We go by our house from time to time, picking up things and dropping off others. Mostly in the extra garage that is not attached to the house, but sometimes inside as well. We make arrangements with our tenants to let us in. We’ve left quite a lot of our things inside, hastily packed in the middle of the last couple of long, sleepless nights before we took off. They ask us sometimes if it seems weird to be let into our own house. In reality, it doesn’t. Or, rather, not in the way you might think.
I feel a strong detachment to our house and our things. We have bins and boxes stacked, holding the accumulation of stuff we didn’t purge before leaving. When I look at them, I not only have no desire to go through them, but I also push back, in the way that two negative ends of a magnet will repel each other.

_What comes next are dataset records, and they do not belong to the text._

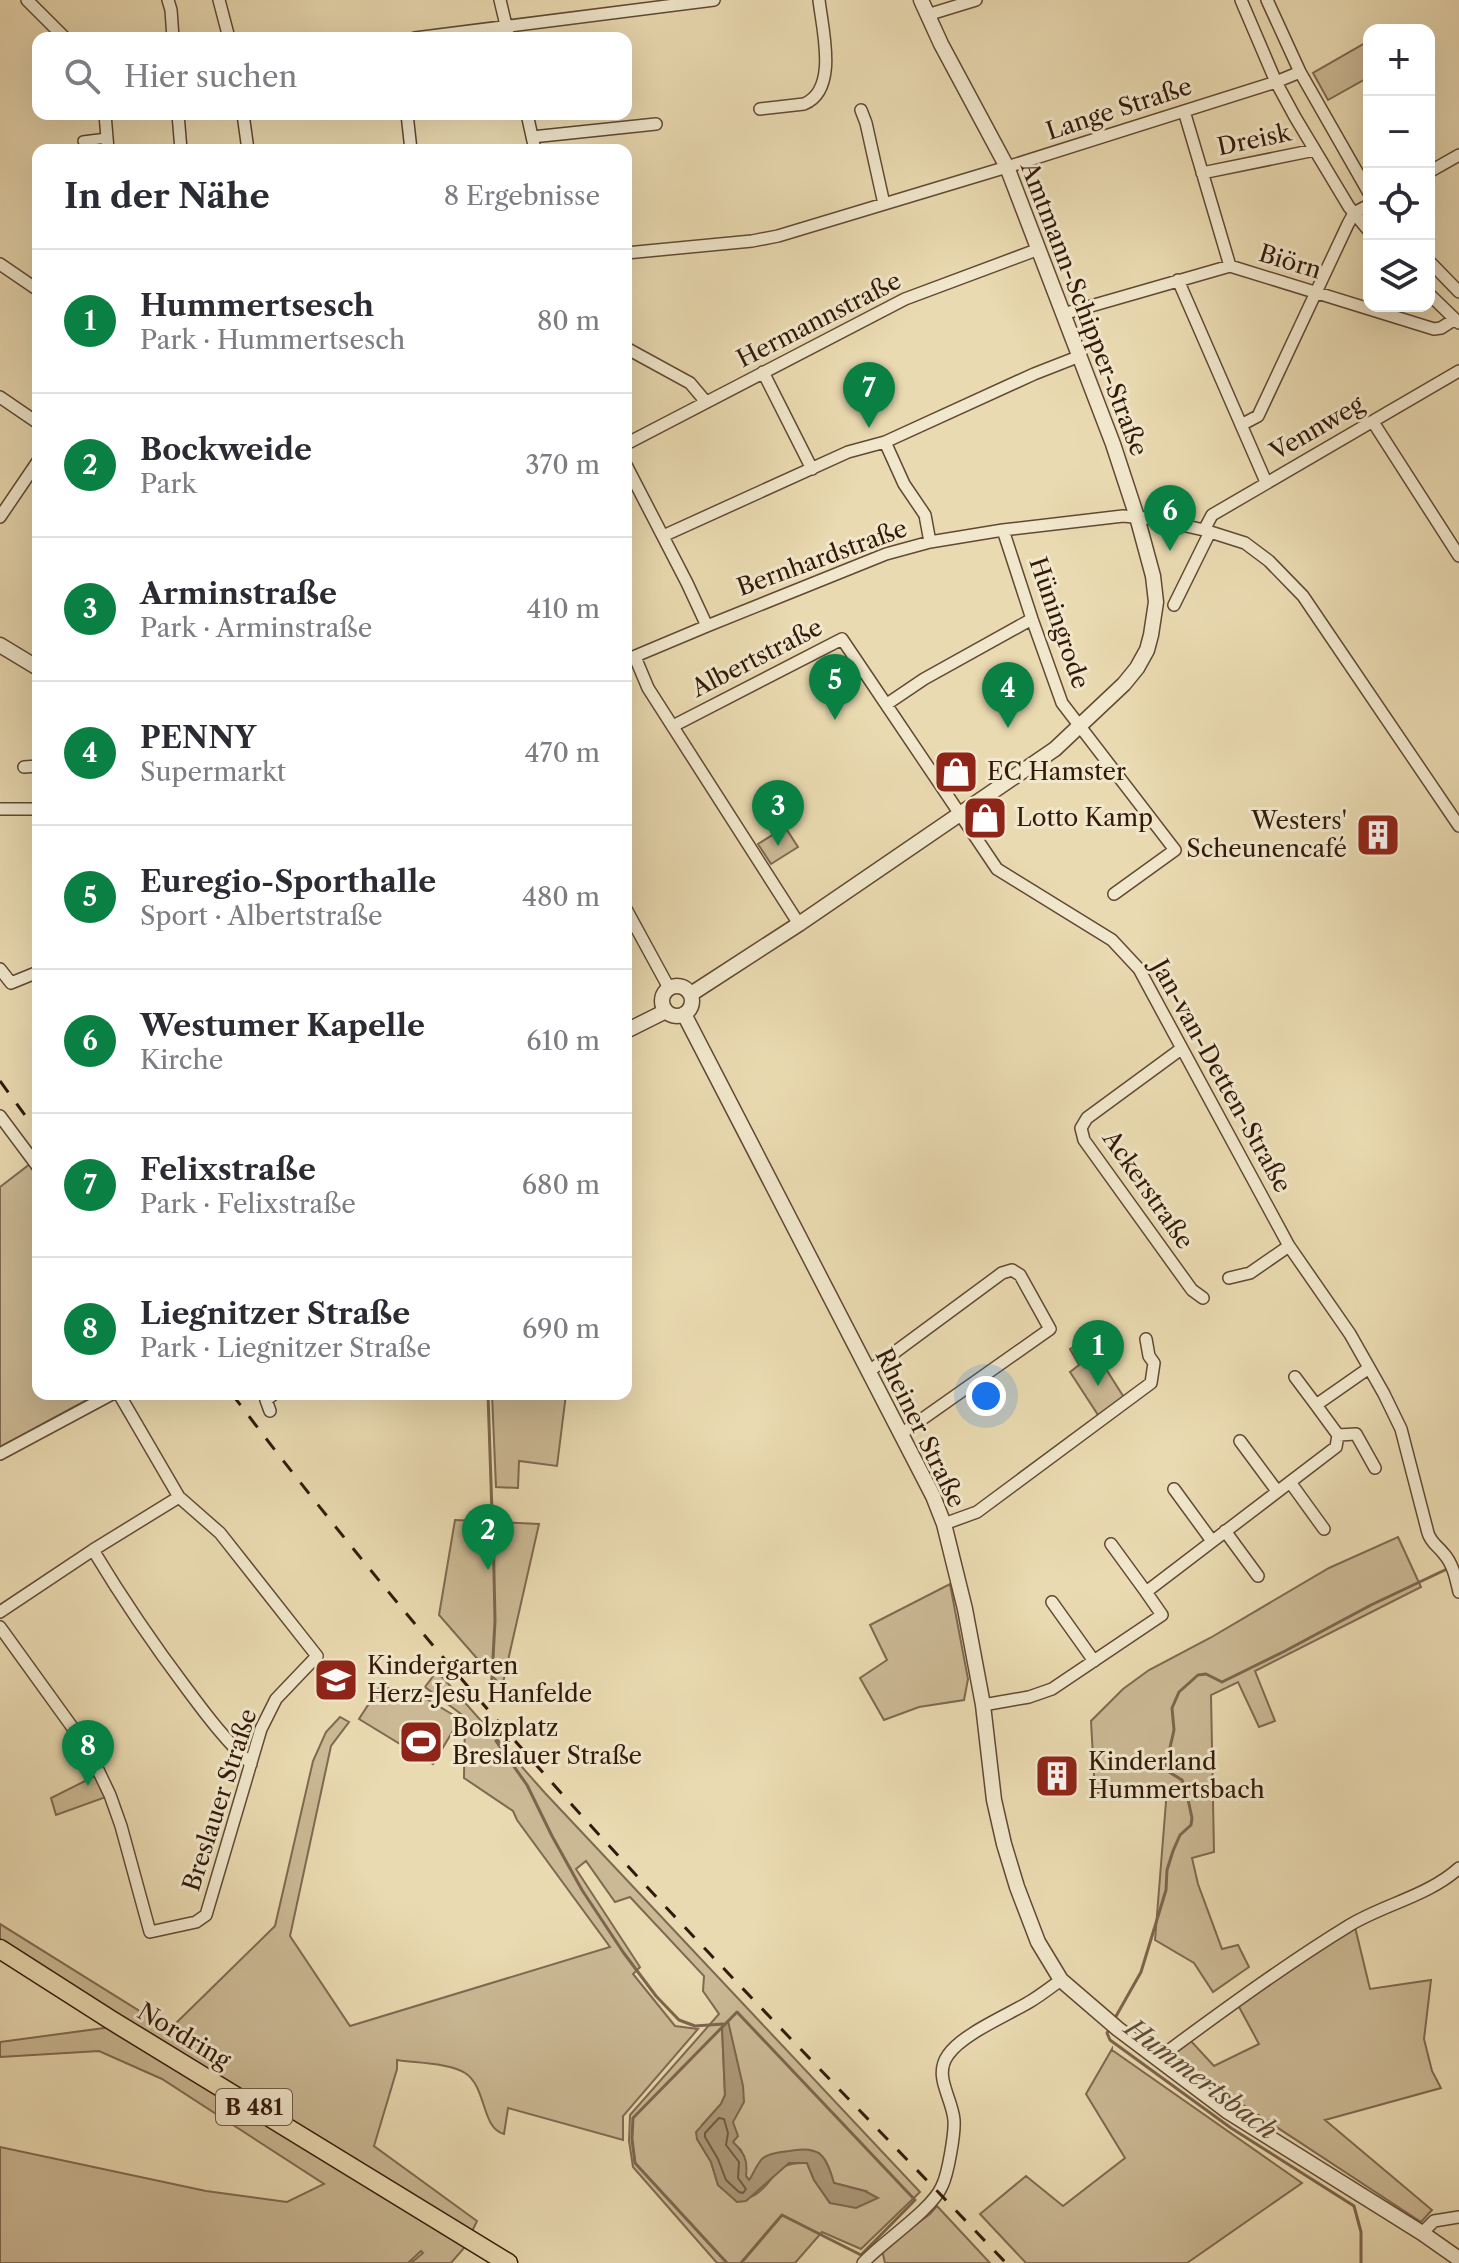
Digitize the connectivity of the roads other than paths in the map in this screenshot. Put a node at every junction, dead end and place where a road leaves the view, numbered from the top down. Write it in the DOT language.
graph roads {
  1 [pos="27,0"];
  2 [pos="168,0"];
  3 [pos="219,0"];
  4 [pos="500,0"];
  5 [pos="714,0"];
  6 [pos="819,0"];
  7 [pos="921,0"];
  8 [pos="976,0"];
  9 [pos="1241,0"];
  10 [pos="1267,0"];
  11 [pos="927,15"];
  12 [pos="59,32"];
  13 [pos="173,32"];
  14 [pos="227,32"];
  15 [pos="507,32"];
  16 [pos="1300,72"];
  17 [pos="1276,82"];
  18 [pos="760,109"];
  19 [pos="861,110"];
  20 [pos="1184,111"];
  21 [pos="106,120"];
  22 [pos="178,120"];
  23 [pos="244,120"];
  24 [pos="408,120"];
  25 [pos="528,120"];
  26 [pos="656,124"];
  27 [pos="532,137"];
  28 [pos="83,141"];
  29 [pos="108,144"];
  30 [pos="180,144"];
  31 [pos="247,144"];
  32 [pos="410,144"];
  33 [pos="534,144"];
  34 [pos="1315,150"];
  35 [pos="1459,155"];
  36 [pos="1007,167"];
  37 [pos="1435,169"];
  38 [pos="1202,173"];
  39 [pos="1363,182"];
  40 [pos="884,204"];
  41 [pos="1363,208"];
  42 [pos="1354,213"];
  43 [pos="1363,224"];
  44 [pos="1039,249"];
  45 [pos="632,252"];
  46 [pos="0,264"];
  47 [pos="1230,266"];
  48 [pos="1435,267"];
  49 [pos="1178,280"];
  50 [pos="32,286"];
  51 [pos="1459,292"];
  52 [pos="1315,293"];
  53 [pos="1435,300"];
  54 [pos="1063,314"];
  55 [pos="1457,321"];
  56 [pos="632,351"];
  57 [pos="1080,356"];
  58 [pos="1459,371"];
  59 [pos="763,372"];
  60 [pos="0,397"];
  61 [pos="706,402"];
  62 [pos="32,419"];
  63 [pos="1373,422"];
  64 [pos="1241,425"];
  65 [pos="632,441"];
  66 [pos="885,442"];
  67 [pos="812,469"];
  68 [pos="32,470"];
  69 [pos="632,477"];
  70 [pos="1266,482"];
  71 [pos="0,517"];
  72 [pos="1137,517"];
  73 [pos="1003,530"];
  74 [pos="1207,531"];
  75 [pos="663,536"];
  76 [pos="930,542"];
  77 [pos="1459,556"];
  78 [pos="1174,605"];
  79 [pos="1032,619"];
  80 [pos="707,626"];
  81 [pos="0,645"];
  82 [pos="632,657"];
  83 [pos="632,661"];
  84 [pos="32,664"];
  85 [pos="887,704"];
  86 [pos="673,726"];
  87 [pos="1079,727"];
  88 [pos="32,766"];
  89 [pos="24,767"];
  90 [pos="0,809"];
  91 [pos="32,809"];
  92 [pos="1455,811"];
  93 [pos="962,814"];
  94 [pos="1459,826"];
  95 [pos="1114,894"];
  96 [pos="632,920"];
  97 [pos="799,924"];
  98 [pos="0,969"];
  99 [pos="32,974"];
  100 [pos="669,988"];
  101 [pos="691,994"];
  102 [pos="666,1011"];
  103 [pos="684,1014"];
  104 [pos="632,1028"];
  105 [pos="1181,1049"];
  106 [pos="0,1116"];
  107 [pos="14,1133"];
  108 [pos="0,1138"];
  109 [pos="32,1158"];
  110 [pos="1289,1246"];
  111 [pos="1229,1278"];
  112 [pos="1203,1298"];
  113 [pos="1146,1339"];
  114 [pos="1369,1368"];
  115 [pos="868,1372"];
  116 [pos="1295,1377"];
  117 [pos="101,1400"];
  118 [pos="122,1400"];
  119 [pos="266,1400"];
  120 [pos="1316,1405"];
  121 [pos="270,1411"];
  122 [pos="901,1434"];
  123 [pos="1338,1435"];
  124 [pos="1240,1441"];
  125 [pos="0,1454"];
  126 [pos="1375,1468"];
  127 [pos="1290,1482"];
  128 [pos="1174,1489"];
  129 [pos="1277,1491"];
  130 [pos="179,1497"];
  131 [pos="944,1524"];
  132 [pos="1324,1529"];
  133 [pos="1225,1531"];
  134 [pos="1212,1541"];
  135 [pos="1111,1544"];
  136 [pos="93,1550"];
  137 [pos="1258,1576"];
  138 [pos="1146,1592"];
  139 [pos="1459,1592"];
  140 [pos="1052,1602"];
  141 [pos="0,1612"];
  142 [pos="0,1627"];
  143 [pos="1094,1661"];
  144 [pos="983,1705"];
  145 [pos="251,1764"];
  146 [pos="1459,1868"];
  147 [pos="0,1949"];
  148 [pos="1061,1980"];
  149 [pos="1157,2059"];
  150 [pos="1459,2217"];
  151 [pos="1422,2233"];
  152 [pos="1459,2259"];
  153 [pos="508,2263"];
  154 [pos="863,2263"];
  1 -- 12 [label="street"];
  2 -- 13 [label="street"];
  3 -- 14 [label="street"];
  4 -- 15 [label="street"];
  5 -- 15 [label="street"];
  6 -- 18 [label="street"];
  7 -- 11 [label="street, Amtmann-Schipper-Straße"];
  8 -- 11 [label="street"];
  9 -- 17 [label="street"];
  10 -- 16 [label="street"];
  11 -- 36 [label="street, Amtmann-Schipper-Straße"];
  16 -- 17 [label="street, Lange Straße"];
  16 -- 39 [label="street"];
  17 -- 20 [label="street, Lange Straße"];
  17 -- 34 [label="street"];
  19 -- 40 [label="street"];
  20 -- 36 [label="street, Lange Straße"];
  20 -- 38 [label="street, Dreisk"];
  21 -- 29 [label="street"];
  22 -- 30 [label="street"];
  23 -- 31 [label="street"];
  24 -- 32 [label="street"];
  25 -- 27 [label="street"];
  26 -- 27 [label="street"];
  27 -- 33 [label="street"];
  28 -- 29 [label="street"];
  34 -- 38 [label="street, Dreisk"];
  34 -- 42 [label="street"];
  35 -- 37 [label="street"];
  36 -- 40 [label="street, Lange Straße"];
  36 -- 44 [label="street, Amtmann-Schipper-Straße"];
  38 -- 47 [label="street, Dreisk"];
  40 -- 45 [label="street, Lange Straße"];
  41 -- 42 [label="street"];
  42 -- 43 [label="street"];
  42 -- 52 [label="street"];
  44 -- 54 [label="street, Amtmann-Schipper-Straße"];
  44 -- 59 [label="street, Hermannstraße"];
  46 -- 50 [label="street"];
  47 -- 49 [label="street, Biörn"];
  47 -- 52 [label="street, Biörn"];
  48 -- 51 [label="street"];
  49 -- 54 [label="street, Biörn"];
  49 -- 64 [label="street"];
  52 -- 55 [label="street, Biörn"];
  52 -- 64 [label="street"];
  53 -- 55 [label="street"];
  54 -- 57 [label="street, Amtmann-Schipper-Straße"];
  56 -- 61 [label="street"];
  57 -- 66 [label="street"];
  57 -- 72 [label="street, Amtmann-Schipper-Straße"];
  58 -- 63 [label="street, Vennweg"];
  59 -- 61 [label="street, Hermannstraße"];
  59 -- 67 [label="street"];
  60 -- 62 [label="street"];
  61 -- 65 [label="street, Hermannstraße"];
  63 -- 70 [label="street, Vennweg"];
  63 -- 77 [label="street"];
  64 -- 70 [label="street"];
  66 -- 67 [label="street"];
  66 -- 76 [label="street"];
  67 -- 75 [label="street"];
  68 -- 71 [label="street"];
  69 -- 75 [label="street"];
  70 -- 74 [label="street, Vennweg"];
  72 -- 73 [label="street, Bernhardstraße"];
  72 -- 74 [label="street, Bernhardstraße"];
  72 -- 87 [label="street, Amtmann-Schipper-Straße"];
  73 -- 76 [label="street, Bernhardstraße"];
  73 -- 79 [label="street, Hüningrode"];
  74 -- 78 [label="street, Vennweg"];
  74 -- 92 [label="street, Bernhardstraße"];
  75 -- 80 [label="street"];
  76 -- 80 [label="street, Bernhardstraße"];
  79 -- 85 [label="street"];
  79 -- 87 [label="street, Hüningrode"];
  80 -- 82 [label="street, Bernhardstraße"];
  81 -- 84 [label="street"];
  83 -- 86 [label="street"];
  85 -- 86 [label="street, Albertstraße"];
  85 -- 93 [label="street, Albertstraße"];
  86 -- 97 [label="street"];
  87 -- 93 [label="street, Amtmann-Schipper-Straße"];
  87 -- 95 [label="street, Hüningrode"];
  88 -- 89 [label="street"];
  90 -- 91 [label="street"];
  92 -- 94 [label="street, Bernhardstraße"];
  93 -- 97 [label="street, Amtmann-Schipper-Straße"];
  93 -- 105 [label="street, Jan-van-Detten-Straße"];
  96 -- 100 [label="street"];
  97 -- 101 [label="street, Amtmann-Schipper-Straße"];
  98 -- 99 [label="street"];
  100 -- 101 [label="street"];
  100 -- 102 [label="street"];
  101 -- 103 [label="street"];
  102 -- 103 [label="street"];
  102 -- 104 [label="street"];
  103 -- 115 [label="street, Rheiner Straße"];
  105 -- 110 [label="street, Jan-van-Detten-Straße"];
  105 -- 112 [label="street, Ackerstraße"];
  106 -- 107 [label="street"];
  107 -- 108 [label="street"];
  107 -- 109 [label="street"];
  110 -- 111 [label="street"];
  110 -- 114 [label="street, Jan-van-Detten-Straße"];
  113 -- 131 [label="street"];
  114 -- 120 [label="street"];
  114 -- 139 [label="street, Jan-van-Detten-Straße"];
  115 -- 122 [label="street, Rheiner Straße"];
  115 -- 122 [label="street"];
  116 -- 120 [label="street"];
  117 -- 125 [label="street"];
  118 -- 130 [label="street"];
  119 -- 121 [label="street"];
  120 -- 123 [label="street"];
  122 -- 131 [label="street, Rheiner Straße"];
  123 -- 126 [label="street"];
  123 -- 127 [label="street"];
  124 -- 129 [label="street"];
  127 -- 129 [label="street"];
  127 -- 132 [label="street"];
  128 -- 134 [label="street"];
  129 -- 133 [label="street"];
  130 -- 136 [label="street"];
  130 -- 145 [label="street, Breslauer Straße"];
  131 -- 144 [label="street, Rheiner Straße"];
  133 -- 134 [label="street"];
  133 -- 137 [label="street"];
  134 -- 138 [label="street"];
  135 -- 138 [label="street"];
  136 -- 141 [label="street"];
  136 -- 145 [label="street"];
  138 -- 143 [label="street"];
  140 -- 143 [label="street"];
  142 -- 145 [label="street, Breslauer Straße"];
  143 -- 144 [label="street"];
  144 -- 148 [label="street, Rheiner Straße"];
  146 -- 149 [label="street"];
  147 -- 153 [label="main road, Nordring / B 481"];
  148 -- 149 [label="street, Rheiner Straße"];
  148 -- 154 [label="street"];
  149 -- 151 [label="street, Rheiner Straße"];
  150 -- 151 [label="street"];
  151 -- 152 [label="street, Rheiner Straße"];
}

I am not ready to be back, my heart is still pulling me to explore and the trappings of home represent an end to our wandering.

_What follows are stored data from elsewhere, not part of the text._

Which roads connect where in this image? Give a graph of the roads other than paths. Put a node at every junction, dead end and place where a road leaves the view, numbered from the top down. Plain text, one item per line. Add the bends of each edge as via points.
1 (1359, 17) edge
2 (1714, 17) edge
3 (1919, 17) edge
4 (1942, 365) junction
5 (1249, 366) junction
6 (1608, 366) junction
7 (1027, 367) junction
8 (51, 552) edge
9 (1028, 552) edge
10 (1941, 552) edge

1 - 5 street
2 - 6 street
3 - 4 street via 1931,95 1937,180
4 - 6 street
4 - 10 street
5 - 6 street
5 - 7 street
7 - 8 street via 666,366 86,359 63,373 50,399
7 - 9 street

As we took care of Rocky through the last few weeks of his life, and were the hub of activity, the center of the flurry that followed his death, we had little time to enjoy it. Now that things are settling down a bit and we have days where we are the only people here, it is feeling more like another stop along our way. Another house to set up house in, temporarily, until we move on.
The girls have opted to continue with their online school, rather than re-enroll at their regular schools and pull out again when we leave. Although they do enjoy seeing their friends and Marlie has been spending most of her spare moments at the barn or out on her horse, they are also ready to go again. They are excited to go someplace entirely new, and not ready to completely immerse themselves in the comfort of their lives at home.
We’ve been taking the opportunity to re-tool and replace some things. We are likely done with winter, as the season will be spent in summer below the equator. The kid’s heavy parkas are being left in favor of a rain shell and a light sweater type of jacket to layer. Originally, we’d searched for and took along city shoes that we felt could also be used for some hiking. Not a good idea… we ended up with not enough support on the trail and city shoes that were all scuffed up from rocks. So, really, it’s three shoes: hiking, city, and sandals or crocs. This visit home gives us an opportunity to start fresh in some of those things which were not working.
This re-thinking does mean more stops by our house, not just more shopping. Yet, as we pull in and open the doors to find our belongings, I feel estranged from them. I open only the boxes and crates I must to find the shoes or software I need. I tiptoe past them, as though they might wake from a slumber and enslave us in the way possessions do.